Research output: Contribution to journalArticle

22 Scopus citations

Abstract

DNA prepared from ouabain-resistant mouse cells was able to transform ouabain-sensitive CV-1 cells to ouabain resistance after DNA-mediated gene transfer. The murine DNA fragment responsible for ouabain resistance was detected on the background of CV-1 DNA by virtue of a repetitive DNA sequence element that reacts positively with a mouse repeat DNA clone. CV-1 DNA is nonreactive with this probe. Southern analysis of several independently derived ouabain-resistant transformants indicates that the mouse oua(R) gene is located on a 6.5-kilobase EcoRI restriction fragment.

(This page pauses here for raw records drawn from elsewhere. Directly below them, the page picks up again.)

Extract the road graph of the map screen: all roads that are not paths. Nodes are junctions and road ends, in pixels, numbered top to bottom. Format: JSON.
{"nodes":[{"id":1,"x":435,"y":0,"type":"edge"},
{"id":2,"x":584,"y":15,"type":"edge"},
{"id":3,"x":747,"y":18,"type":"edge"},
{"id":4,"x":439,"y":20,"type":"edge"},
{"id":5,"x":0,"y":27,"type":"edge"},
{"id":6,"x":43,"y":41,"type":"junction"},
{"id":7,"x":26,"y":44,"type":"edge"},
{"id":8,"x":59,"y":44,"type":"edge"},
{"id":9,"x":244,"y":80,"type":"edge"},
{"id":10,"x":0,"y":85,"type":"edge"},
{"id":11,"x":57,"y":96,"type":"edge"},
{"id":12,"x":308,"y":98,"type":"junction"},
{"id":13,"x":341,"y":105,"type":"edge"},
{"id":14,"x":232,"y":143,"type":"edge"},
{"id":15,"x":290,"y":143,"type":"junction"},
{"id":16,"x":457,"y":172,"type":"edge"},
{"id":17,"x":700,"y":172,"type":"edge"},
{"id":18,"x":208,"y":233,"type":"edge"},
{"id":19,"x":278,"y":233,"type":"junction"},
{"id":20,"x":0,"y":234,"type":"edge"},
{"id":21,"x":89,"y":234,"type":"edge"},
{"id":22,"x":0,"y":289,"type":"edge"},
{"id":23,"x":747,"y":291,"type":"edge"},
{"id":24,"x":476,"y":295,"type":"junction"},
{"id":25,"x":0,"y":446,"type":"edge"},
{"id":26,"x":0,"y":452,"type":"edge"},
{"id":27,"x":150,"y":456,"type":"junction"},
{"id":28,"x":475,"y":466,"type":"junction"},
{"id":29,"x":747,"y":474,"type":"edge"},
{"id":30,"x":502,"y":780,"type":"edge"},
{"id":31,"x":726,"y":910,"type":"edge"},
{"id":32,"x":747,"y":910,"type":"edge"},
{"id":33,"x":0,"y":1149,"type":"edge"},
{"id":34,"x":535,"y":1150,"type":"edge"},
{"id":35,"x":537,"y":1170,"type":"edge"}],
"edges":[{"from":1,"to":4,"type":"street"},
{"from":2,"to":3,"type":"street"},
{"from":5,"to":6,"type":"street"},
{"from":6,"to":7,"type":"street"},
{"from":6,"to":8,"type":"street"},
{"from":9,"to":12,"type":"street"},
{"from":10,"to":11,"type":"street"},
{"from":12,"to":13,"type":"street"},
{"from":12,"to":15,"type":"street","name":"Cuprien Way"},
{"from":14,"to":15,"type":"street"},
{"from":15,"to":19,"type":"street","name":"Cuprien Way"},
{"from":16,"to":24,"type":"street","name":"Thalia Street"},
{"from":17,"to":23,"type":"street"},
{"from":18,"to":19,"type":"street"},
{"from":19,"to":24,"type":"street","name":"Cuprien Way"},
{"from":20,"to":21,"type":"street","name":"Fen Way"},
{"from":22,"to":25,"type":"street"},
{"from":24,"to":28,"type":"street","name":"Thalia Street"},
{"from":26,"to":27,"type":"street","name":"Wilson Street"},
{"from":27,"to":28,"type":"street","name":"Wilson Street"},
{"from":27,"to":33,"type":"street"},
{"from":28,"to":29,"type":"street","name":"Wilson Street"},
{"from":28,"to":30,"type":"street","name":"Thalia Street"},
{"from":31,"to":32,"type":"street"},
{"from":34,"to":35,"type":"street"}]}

The 6.5-kilobase DNA fragment was initially isolated from a λ phage library made from a ouabain-resistant secondary transformant and subsequently was subcloned in the plasmid vector pAT153. This plasmid was able to transform wild-type CV-1 cells to ouabain resistance at a frequency of about 10 cells per ng of DNA.

Original languageEnglish (US)
Pages (from-to)1489-1493
Number of pages5
JournalISOTOPENPRAXIS
Volume20
Issue number1
StatePublished - 1984

All Science Journal Classification (ASJC) codes

  • Medicine(all)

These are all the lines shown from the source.